## The data
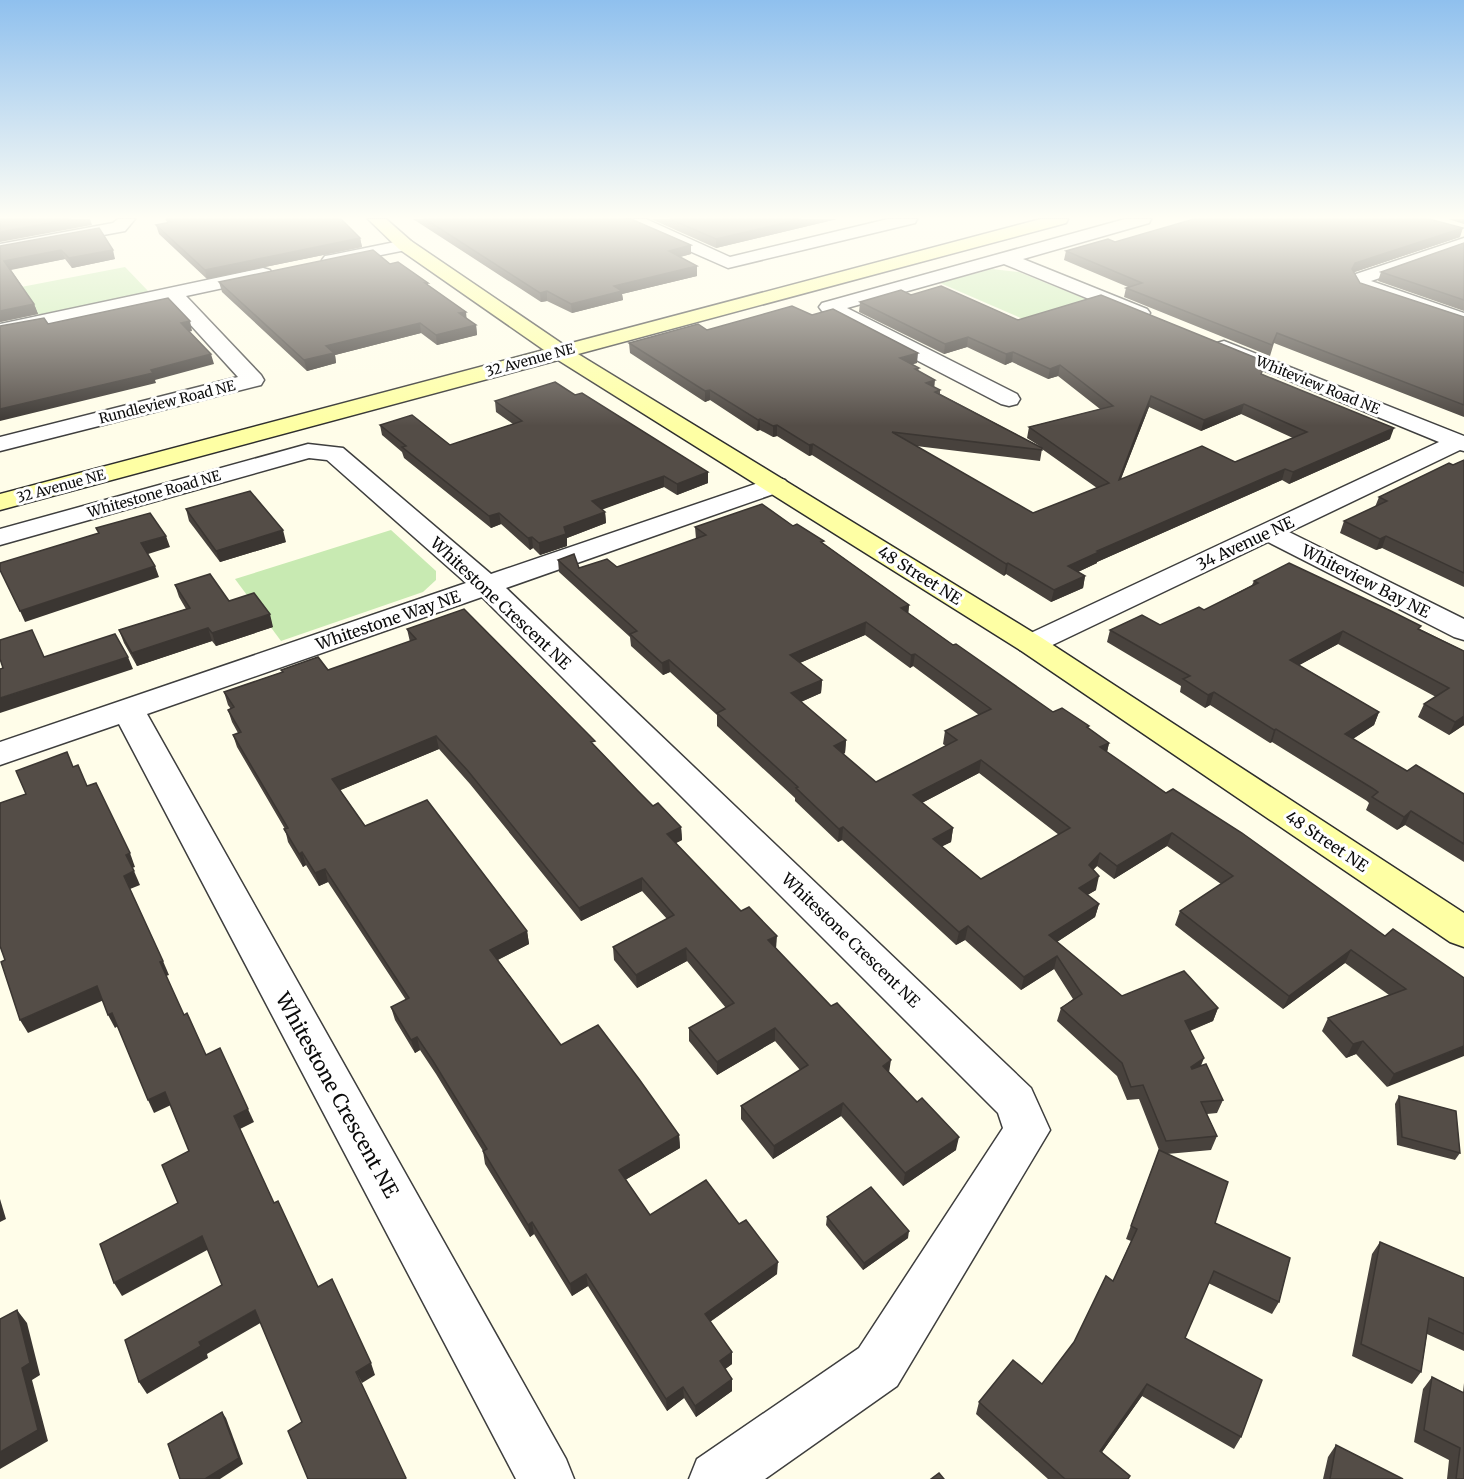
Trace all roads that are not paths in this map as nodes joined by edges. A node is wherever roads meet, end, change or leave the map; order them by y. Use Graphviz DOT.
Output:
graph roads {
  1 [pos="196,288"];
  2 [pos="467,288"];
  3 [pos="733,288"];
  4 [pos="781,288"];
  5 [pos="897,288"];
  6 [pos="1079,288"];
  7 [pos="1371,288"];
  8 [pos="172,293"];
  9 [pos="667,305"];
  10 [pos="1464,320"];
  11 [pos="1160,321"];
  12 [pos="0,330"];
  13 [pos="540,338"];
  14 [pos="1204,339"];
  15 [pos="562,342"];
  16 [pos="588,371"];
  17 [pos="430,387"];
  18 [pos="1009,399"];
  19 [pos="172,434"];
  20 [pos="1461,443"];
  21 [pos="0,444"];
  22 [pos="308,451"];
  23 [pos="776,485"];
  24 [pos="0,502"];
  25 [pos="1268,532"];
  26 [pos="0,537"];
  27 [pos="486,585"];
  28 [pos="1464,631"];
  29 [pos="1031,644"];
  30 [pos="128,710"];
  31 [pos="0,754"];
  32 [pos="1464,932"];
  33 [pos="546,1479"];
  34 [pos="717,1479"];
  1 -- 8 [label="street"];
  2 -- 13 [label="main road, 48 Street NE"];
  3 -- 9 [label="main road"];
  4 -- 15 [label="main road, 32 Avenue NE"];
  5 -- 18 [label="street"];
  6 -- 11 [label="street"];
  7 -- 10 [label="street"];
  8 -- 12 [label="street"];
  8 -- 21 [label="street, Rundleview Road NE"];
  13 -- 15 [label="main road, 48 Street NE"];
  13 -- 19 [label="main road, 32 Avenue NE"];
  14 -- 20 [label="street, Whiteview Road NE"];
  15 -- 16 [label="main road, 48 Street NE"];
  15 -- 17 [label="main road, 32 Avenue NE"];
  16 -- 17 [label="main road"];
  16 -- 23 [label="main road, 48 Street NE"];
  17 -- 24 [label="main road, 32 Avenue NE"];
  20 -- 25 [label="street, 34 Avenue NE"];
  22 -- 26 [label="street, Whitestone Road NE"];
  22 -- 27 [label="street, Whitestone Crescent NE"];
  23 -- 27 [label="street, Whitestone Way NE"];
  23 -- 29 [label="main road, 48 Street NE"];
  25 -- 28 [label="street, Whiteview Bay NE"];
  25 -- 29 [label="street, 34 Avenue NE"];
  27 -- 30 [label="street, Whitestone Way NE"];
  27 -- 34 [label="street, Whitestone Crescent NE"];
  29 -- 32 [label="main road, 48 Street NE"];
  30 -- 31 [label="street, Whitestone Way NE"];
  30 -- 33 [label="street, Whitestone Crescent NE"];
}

## What you need to do
Leave the pictures out, and print every line of the listing exactly as written.

## Task response
Trace all roads that are not paths in this map as nodes joined by edges. A node is wherever roads meet, end, change or leave the map; order them by y. Use Graphviz DOT.
Output:
graph roads {
  1 [pos="196,288"];
  2 [pos="467,288"];
  3 [pos="733,288"];
  4 [pos="781,288"];
  5 [pos="897,288"];
  6 [pos="1079,288"];
  7 [pos="1371,288"];
  8 [pos="172,293"];
  9 [pos="667,305"];
  10 [pos="1464,320"];
  11 [pos="1160,321"];
  12 [pos="0,330"];
  13 [pos="540,338"];
  14 [pos="1204,339"];
  15 [pos="562,342"];
  16 [pos="588,371"];
  17 [pos="430,387"];
  18 [pos="1009,399"];
  19 [pos="172,434"];
  20 [pos="1461,443"];
  21 [pos="0,444"];
  22 [pos="308,451"];
  23 [pos="776,485"];
  24 [pos="0,502"];
  25 [pos="1268,532"];
  26 [pos="0,537"];
  27 [pos="486,585"];
  28 [pos="1464,631"];
  29 [pos="1031,644"];
  30 [pos="128,710"];
  31 [pos="0,754"];
  32 [pos="1464,932"];
  33 [pos="546,1479"];
  34 [pos="717,1479"];
  1 -- 8 [label="street"];
  2 -- 13 [label="main road, 48 Street NE"];
  3 -- 9 [label="main road"];
  4 -- 15 [label="main road, 32 Avenue NE"];
  5 -- 18 [label="street"];
  6 -- 11 [label="street"];
  7 -- 10 [label="street"];
  8 -- 12 [label="street"];
  8 -- 21 [label="street, Rundleview Road NE"];
  13 -- 15 [label="main road, 48 Street NE"];
  13 -- 19 [label="main road, 32 Avenue NE"];
  14 -- 20 [label="street, Whiteview Road NE"];
  15 -- 16 [label="main road, 48 Street NE"];
  15 -- 17 [label="main road, 32 Avenue NE"];
  16 -- 17 [label="main road"];
  16 -- 23 [label="main road, 48 Street NE"];
  17 -- 24 [label="main road, 32 Avenue NE"];
  20 -- 25 [label="street, 34 Avenue NE"];
  22 -- 26 [label="street, Whitestone Road NE"];
  22 -- 27 [label="street, Whitestone Crescent NE"];
  23 -- 27 [label="street, Whitestone Way NE"];
  23 -- 29 [label="main road, 48 Street NE"];
  25 -- 28 [label="street, Whiteview Bay NE"];
  25 -- 29 [label="street, 34 Avenue NE"];
  27 -- 30 [label="street, Whitestone Way NE"];
  27 -- 34 [label="street, Whitestone Crescent NE"];
  29 -- 32 [label="main road, 48 Street NE"];
  30 -- 31 [label="street, Whitestone Way NE"];
  30 -- 33 [label="street, Whitestone Crescent NE"];
}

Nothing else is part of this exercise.